A local solution to this problem (i.e., on your's and dotenv's end) would be to set the version requirements to >= 0.28.0. This would allow cargo to automatically bump to the latest version.
This would fix the behaviour currently caused by using the caret (^) operator, which for pre-1.0.0 versions limits the project to >= 0.28.0 < 0.29.0, so we only get patch-based changes.
This is, however, problematic because packages which use this method will automatically pull in breaking changes to syntex, which will break their local builds.

The actual, long-term solution appears to be for syntex to version their builds more correctly according to semver.
If these version bumps are indeed non-breaking changes, then the syntex maintainers should be using patch bumps instead of minor bumps while they are pre-1.0.0.
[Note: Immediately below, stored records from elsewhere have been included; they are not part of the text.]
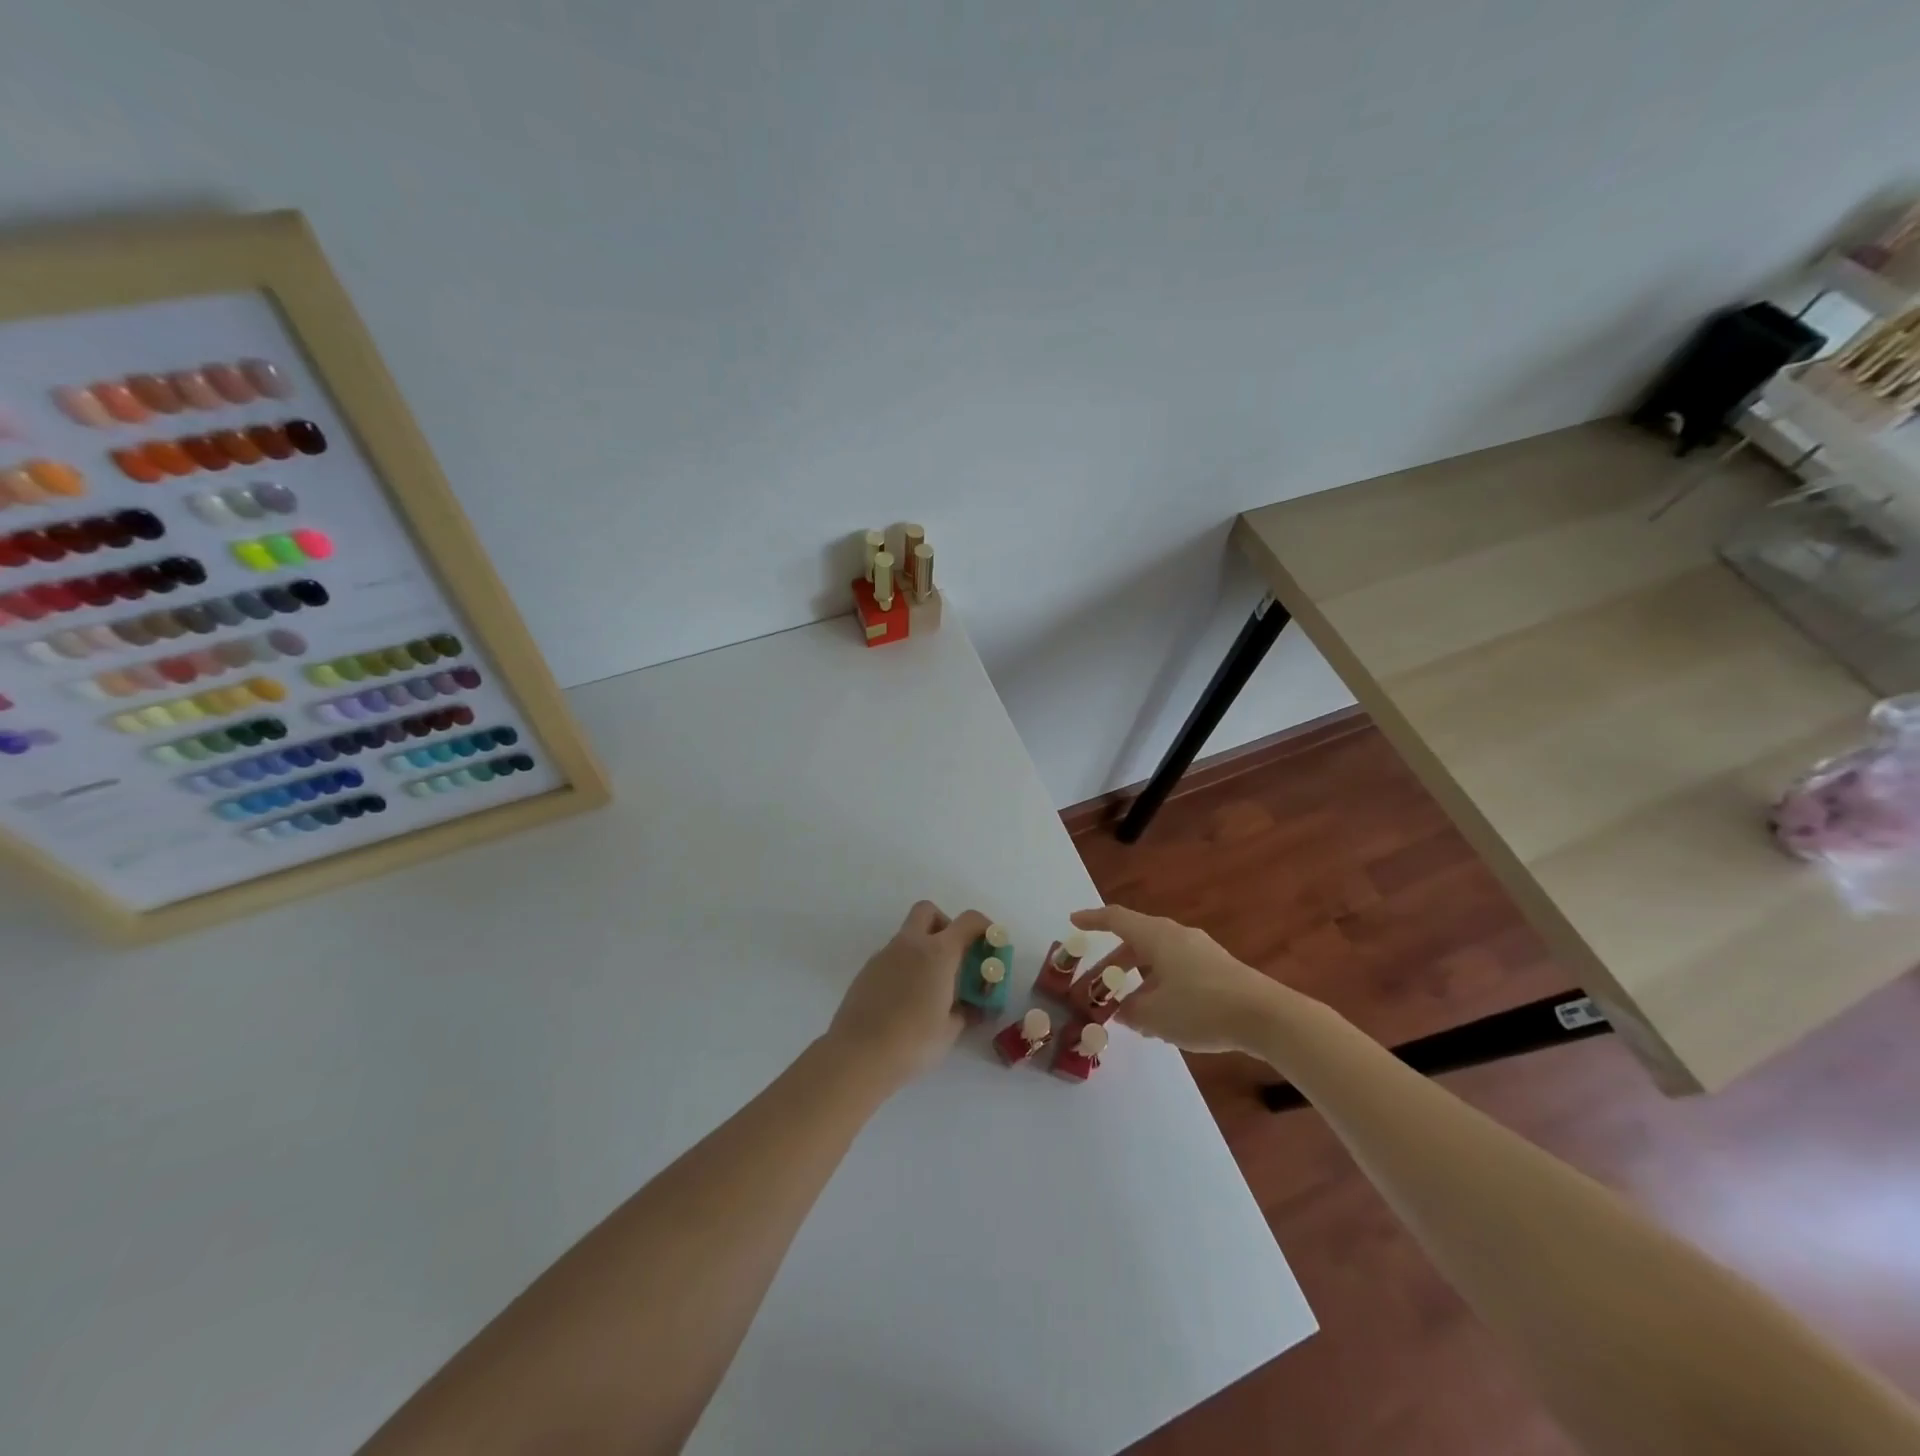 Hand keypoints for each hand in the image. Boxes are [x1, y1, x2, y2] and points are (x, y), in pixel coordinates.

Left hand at [828, 901, 989, 1086]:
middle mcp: (910, 944)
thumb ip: (965, 1011)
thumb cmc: (913, 1042)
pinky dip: (904, 966)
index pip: (968, 921)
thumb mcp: (950, 1030)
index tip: (990, 944)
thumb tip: (972, 1007)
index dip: (983, 926)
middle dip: (944, 924)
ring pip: (907, 935)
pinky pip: (892, 957)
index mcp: (938, 953)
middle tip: (953, 955)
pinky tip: (905, 999)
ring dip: (923, 948)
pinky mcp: (867, 971)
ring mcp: (884, 955)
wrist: (858, 1055)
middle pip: (928, 911)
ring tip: (930, 987)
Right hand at [1071, 904, 1284, 1053]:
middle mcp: (1176, 936)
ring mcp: (1200, 951)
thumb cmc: (1201, 1008)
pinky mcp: (1218, 969)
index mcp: (1156, 936)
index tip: (1073, 922)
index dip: (1092, 920)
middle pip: (1136, 941)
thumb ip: (1131, 1011)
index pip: (1116, 919)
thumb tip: (1123, 1010)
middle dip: (1112, 962)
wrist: (1266, 1016)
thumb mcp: (1156, 1015)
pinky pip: (1177, 969)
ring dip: (1137, 978)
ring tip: (1128, 1007)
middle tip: (1095, 984)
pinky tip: (1162, 1013)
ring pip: (1157, 958)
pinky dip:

If syntex can be considered stable now, then the solution is slightly different but still similar: set the version to 1.0.0 and use the minor version for non-breaking changes.

I may be looking at this incorrectly, but for example, https://github.com/serde-rs/syntex/pull/38/files does not appear to introduce a breaking change to the syntex API but rather exposes a new method in the API, so it should've been a patch bump (as syntex is still pre-1.0.0).

I realize that semver says that pre-1.0.0 we shouldn't expect any consistency from APIs, but clearly this is resulting in an issue which needs to be worked around.

@erickt, @sgrif any thoughts or comments?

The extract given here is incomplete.